_Exercise instructions_.
Down to the last line, write out the entries below exactly and omit all pictures.

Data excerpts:
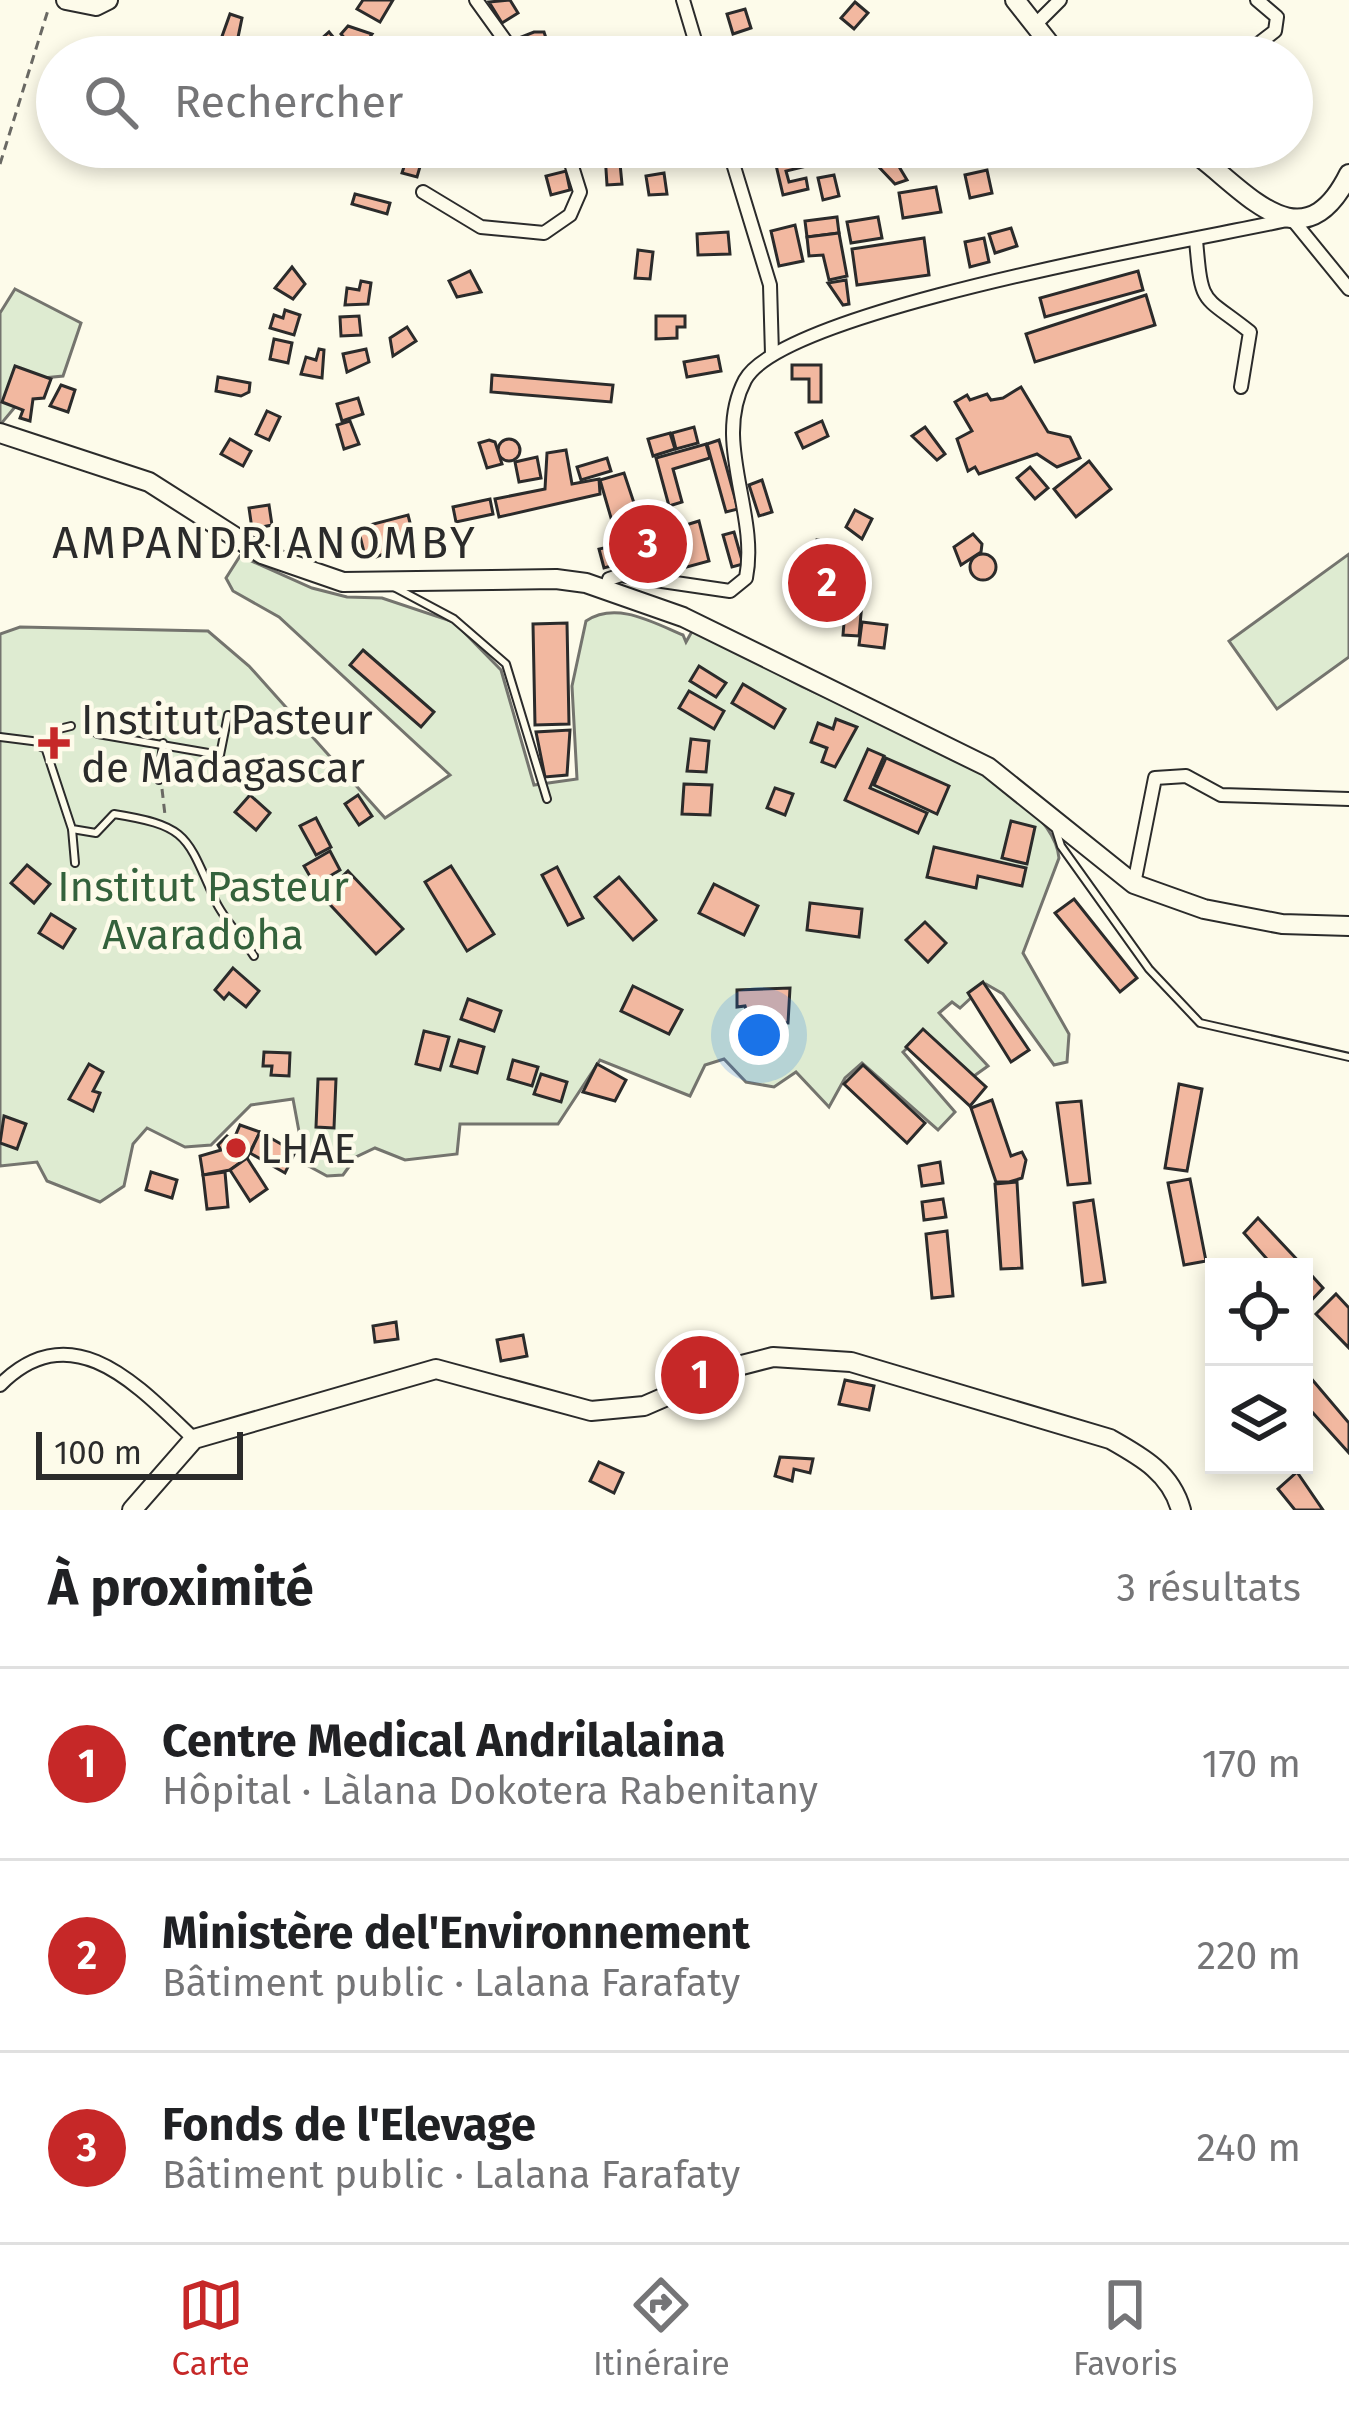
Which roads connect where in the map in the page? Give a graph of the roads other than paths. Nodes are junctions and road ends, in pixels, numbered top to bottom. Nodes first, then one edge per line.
1 (66, 0) edge
2 (108, 0) edge
3 (476, 0) edge
4 (683, 0) edge
5 (1015, 0) edge
6 (1060, 0) edge
7 (1257, 0) edge
8 (1035, 25) junction
9 (502, 36) edge
10 (694, 36) edge
11 (1044, 36) edge
12 (1268, 36) edge
13 (573, 168) edge
14 (734, 168) edge
15 (1212, 168) edge
16 (1349, 174) edge
17 (423, 192) dead end
18 (1292, 220) junction
19 (1196, 240) junction
20 (1349, 290) edge
21 (772, 354) junction
22 (1241, 387) dead end
23 (0, 434) edge
24 (383, 582) junction
25 (606, 590) junction
26 (228, 715) dead end
27 (71, 726) dead end
28 (86, 726) dead end
29 (0, 737) edge
30 (163, 743) junction
31 (44, 744) junction
32 (159, 780) road end
33 (547, 799) dead end
34 (1349, 799) edge
35 (1055, 826) junction
36 (71, 829) junction
37 (75, 862) dead end
38 (1134, 884) junction
39 (1349, 926) edge
40 (254, 956) dead end
41 (1349, 1057) edge
42 (0, 1385) edge
43 (194, 1439) junction
44 (132, 1510) edge
45 (1181, 1510) edge

1 - 2 street
3 - 9 street
4 - 10 street
5 - 8 street
6 - 8 street
7 - 12 street
8 - 11 street
13 - 17 street
14 - 21 street
15 - 18 street
16 - 18 street
18 - 19 street
18 - 20 street
19 - 21 street
19 - 22 street
21 - 25 street
23 - 24 street
24 - 25 street
24 - 33 lane
25 - 35 street
26 - 30 lane
27 - 31 lane
28 - 30 lane
29 - 31 lane
30 - 32 lane
31 - 36 lane
34 - 38 street
35 - 38 street
35 - 41 lane
36 - 37 lane
36 - 40 lane
38 - 39 street
42 - 43 street
43 - 44 street
43 - 45 street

_Answer below_.
Which roads connect where in the map in the page? Give a graph of the roads other than paths. Nodes are junctions and road ends, in pixels, numbered top to bottom. Nodes first, then one edge per line.
1 (66, 0) edge
2 (108, 0) edge
3 (476, 0) edge
4 (683, 0) edge
5 (1015, 0) edge
6 (1060, 0) edge
7 (1257, 0) edge
8 (1035, 25) junction
9 (502, 36) edge
10 (694, 36) edge
11 (1044, 36) edge
12 (1268, 36) edge
13 (573, 168) edge
14 (734, 168) edge
15 (1212, 168) edge
16 (1349, 174) edge
17 (423, 192) dead end
18 (1292, 220) junction
19 (1196, 240) junction
20 (1349, 290) edge
21 (772, 354) junction
22 (1241, 387) dead end
23 (0, 434) edge
24 (383, 582) junction
25 (606, 590) junction
26 (228, 715) dead end
27 (71, 726) dead end
28 (86, 726) dead end
29 (0, 737) edge
30 (163, 743) junction
31 (44, 744) junction
32 (159, 780) road end
33 (547, 799) dead end
34 (1349, 799) edge
35 (1055, 826) junction
36 (71, 829) junction
37 (75, 862) dead end
38 (1134, 884) junction
39 (1349, 926) edge
40 (254, 956) dead end
41 (1349, 1057) edge
42 (0, 1385) edge
43 (194, 1439) junction
44 (132, 1510) edge
45 (1181, 1510) edge

1 - 2 street
3 - 9 street
4 - 10 street
5 - 8 street
6 - 8 street
7 - 12 street
8 - 11 street
13 - 17 street
14 - 21 street
15 - 18 street
16 - 18 street
18 - 19 street
18 - 20 street
19 - 21 street
19 - 22 street
21 - 25 street
23 - 24 street
24 - 25 street
24 - 33 lane
25 - 35 street
26 - 30 lane
27 - 31 lane
28 - 30 lane
29 - 31 lane
30 - 32 lane
31 - 36 lane
34 - 38 street
35 - 38 street
35 - 41 lane
36 - 37 lane
36 - 40 lane
38 - 39 street
42 - 43 street
43 - 44 street
43 - 45 street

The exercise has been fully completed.